Однажды к нему приехал за репертуаром из Саратова Горелик, конферансье местной эстрады. «Что это?» — спросил он, указывая на Зямин «Грюндиг». «Это приемник, — говорит Зяма, — давай сейчас послушаем «Московские известия». И замечательно, как это умеет Гердт делать, он включает пленку с заранее записанным своим измененным, якобы диктора, голосом и вещает: «Вчера ткачихи камвольного комбината «Красная Роза» выполнили план на 120 процентов!» Затем шли какие-то дикторские сообщения очередных «новостей»… Горелик совершенно не узнает голос Гердта, внимательно слушает, и вдруг еще одно сообщение: «Вчера вечером из Саратова в Москву приехал за новым репертуаром конферансье саратовской эстрады Александр Горелик!
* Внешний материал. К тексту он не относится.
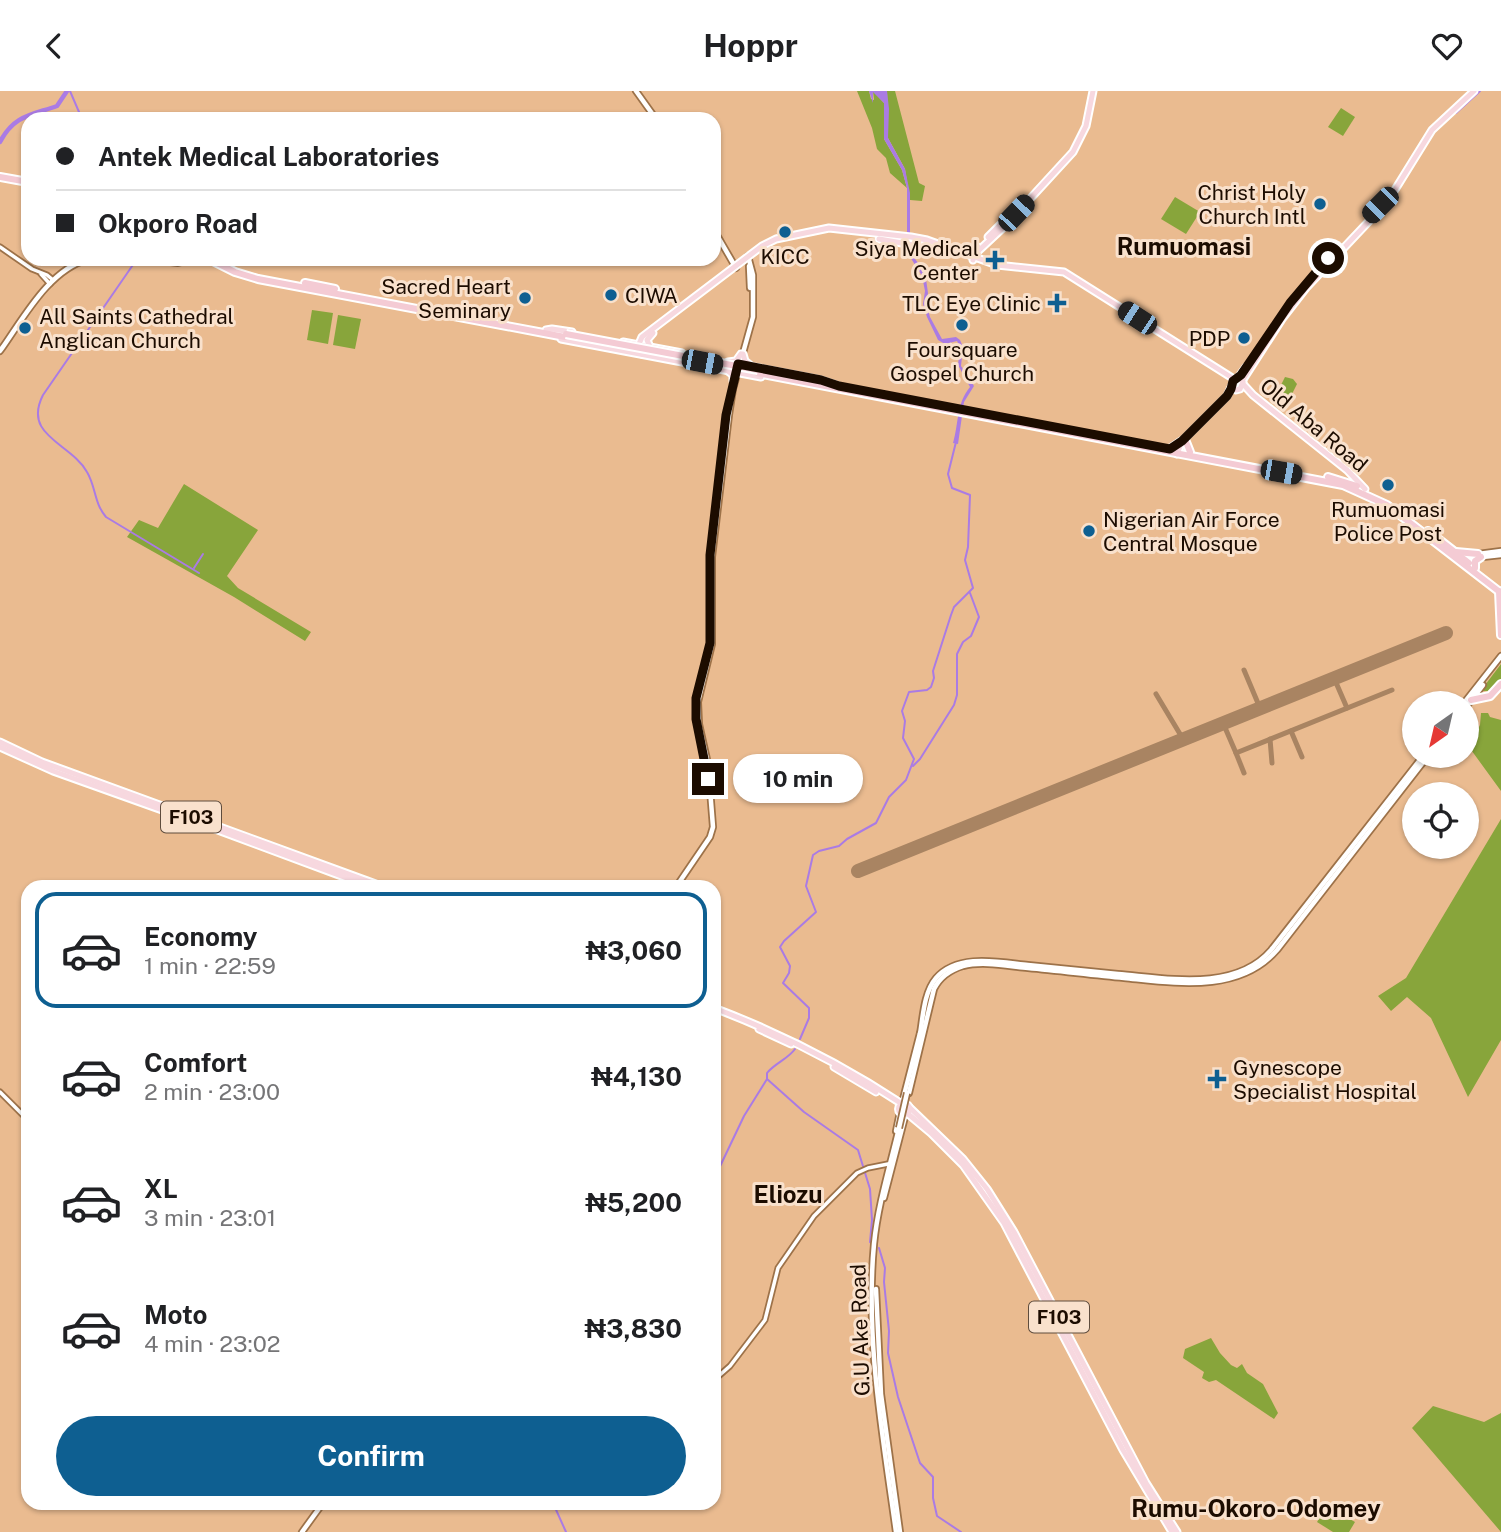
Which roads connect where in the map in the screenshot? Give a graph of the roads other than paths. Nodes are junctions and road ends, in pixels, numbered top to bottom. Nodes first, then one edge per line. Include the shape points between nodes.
1 (636, 91) edge
2 (1091, 91) edge
3 (1471, 91) edge
4 (651, 112) edge
5 (0, 178) edge
6 (21, 182) edge
7 (911, 240) junction
8 (721, 242) edge
9 (0, 247) edge
10 (978, 248) junction
11 (957, 252) junction
12 (748, 258) junction
13 (973, 258) junction
14 (21, 261) edge
15 (28, 266) edge
16 (68, 266) edge
17 (70, 266) edge
18 (223, 266) edge
19 (234, 266) edge
20 (735, 267) junction
21 (48, 279) junction
22 (546, 330) junction
23 (535, 331) junction
24 (566, 335) junction
25 (642, 337) junction
26 (626, 342) junction
27 (639, 344) junction
28 (650, 347) junction
29 (0, 349) edge
30 (661, 349) junction
31 (642, 354) junction
32 (742, 354) junction
33 (665, 359) junction
34 (728, 362) junction
35 (739, 364) junction
36 (722, 369) junction
37 (755, 370) junction
38 (737, 372) junction
39 (733, 381) junction
40 (1237, 384) junction
41 (837, 387) junction
42 (1184, 442) junction
43 (1177, 451) junction
44 (1190, 452) junction
45 (1344, 482) junction
46 (1365, 489) junction
47 (1455, 552) junction
48 (1501, 553) edge
49 (1480, 555) junction
50 (1463, 558) junction
51 (1475, 568) junction
52 (1500, 591) edge
53 (1501, 621) edge
54 (1501, 628) edge
55 (1501, 635) edge
56 (1501, 659) edge
57 (702, 677) junction
58 (1501, 682) edge
59 (1479, 689) joint
60 (1476, 691) edge
61 (1479, 699) edge
62 (0, 742) edge
63 (0, 747) edge
64 (1416, 768) edge
65 (325, 868) junction
66 (354, 880) edge
67 (362, 880) edge
68 (680, 880) edge
69 (721, 1013) edge
70 (921, 1033) junction
71 (0, 1092) edge
72 (906, 1094) junction
73 (903, 1107) junction
74 (21, 1114) edge
75 (888, 1164) junction
76 (883, 1198) junction
77 (721, 1374) edge
78 (318, 1510) edge
79 (302, 1532) edge
80 (898, 1532) edge
81 (1174, 1532) edge

1 - 4 main road
2 - 10 main road via 1086,126 1073,152
3 - 40 main road via 1432,130 1388,201 1306,288
5 - 6 highway
7 - 11 main road, Old Aba Road
7 - 12 main road, Old Aba Road via 819,231 772,244
7 - 13 main road, Old Aba Road
8 - 20 main road
9 - 14 street
10 - 11 main road
10 - 13 main road
11 - 13 main road, Old Aba Road
12 - 20 main road, Old Aba Road
12 - 32 main road via 753,275 753,317
13 - 40 main road, Old Aba Road via 1001,266 1068,273
15 - 21 street
16 - 21 main road
17 - 21 main road
18 - 23 highway via 258,279
19 - 22 highway via 256,275
20 - 25 main road, Old Aba Road
20 - 28 main road, Old Aba Road via 649,336
21 - 29 main road
22 - 24 highway
22 - 26 main road
23 - 24 highway
23 - 31 main road
24 - 37 highway, bridge
25 - 26 main road
25 - 27 main road, Old Aba Road
26 - 27 main road
27 - 28 main road
27 - 31 main road
28 - 30 main road
30 - 33 main road via 669,353
30 - 34 main road
31 - 33 main road
32 - 34 main road via 736,362
32 - 35 main road
32 - 37 main road
33 - 36 main road
34 - 35 main road
35 - 37 main road
35 - 38 main road
36 - 38 main road
36 - 39 main road via 732,373
37 - 41 highway
38 - 39 main road
38 - 41 main road
38 - 57 main road via 713,545 712,644
39 - 57 main road via 710,555 710,643
40 - 42 main road
40 - 45 main road, Old Aba Road via 1346,471
40 - 46 main road, Old Aba Road via 1345,467
41 - 43 highway
42 - 43 highway
42 - 43 main road
42 - 44 highway
43 - 44 highway
43 - 45 highway
44 - 45 highway
45 - 46 highway
45 - 52 highway via 1387,505
46 - 47 highway
47 - 49 highway
47 - 50 highway
48 - 49 main road
49 - 50 main road
49 - 51 highway
50 - 51 highway
51 - 52 highway
52 - 55 highway
53 - 54 highway
56 - 59 main road
56 - 60 main road
57 - 68 main road via 696,717 707,773 710,828
58 - 59 highway via 1488,694
58 - 61 highway via 1490,696
62 - 65 main road, F103
63 - 65 main road, F103 via 53,771
64 - 70 main road via 1277,950 1256,968 1224,979 1190,983 1003,966 962,967 936,984
65 - 66 main road, F103
65 - 67 main road, F103
69 - 73 main road, F103 via 830,1064
70 - 72 main road
70 - 73 main road
71 - 74 street
72 - 73 main road
72 - 76 main road, bridge
73 - 75 main road
73 - 76 main road
73 - 81 main road, F103 via 958,1160 1000,1216 1123,1450
75 - 76 main road
75 - 77 street via 861,1171 810,1220 778,1268 765,1321
76 - 80 main road, G.U Ake Road via 873,1255 874,1353
78 - 79 main road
На вокзале его встречала дружина 31-й школы Фрунзенского района. Пионерка Нюра Кошкина сказала: «А на кой… ляд вы сюда привалили?» Бедняга Горелик, который вначале абсолютно поверил, что это настоящий эфир, просто за голову схватился, а потом, конечно, слегка нервно смеялся, разобравшись наконец, что это Зямина шутка. Ну, а затем Гердт объяснил ему, конечно, что представляет собой магнитофон.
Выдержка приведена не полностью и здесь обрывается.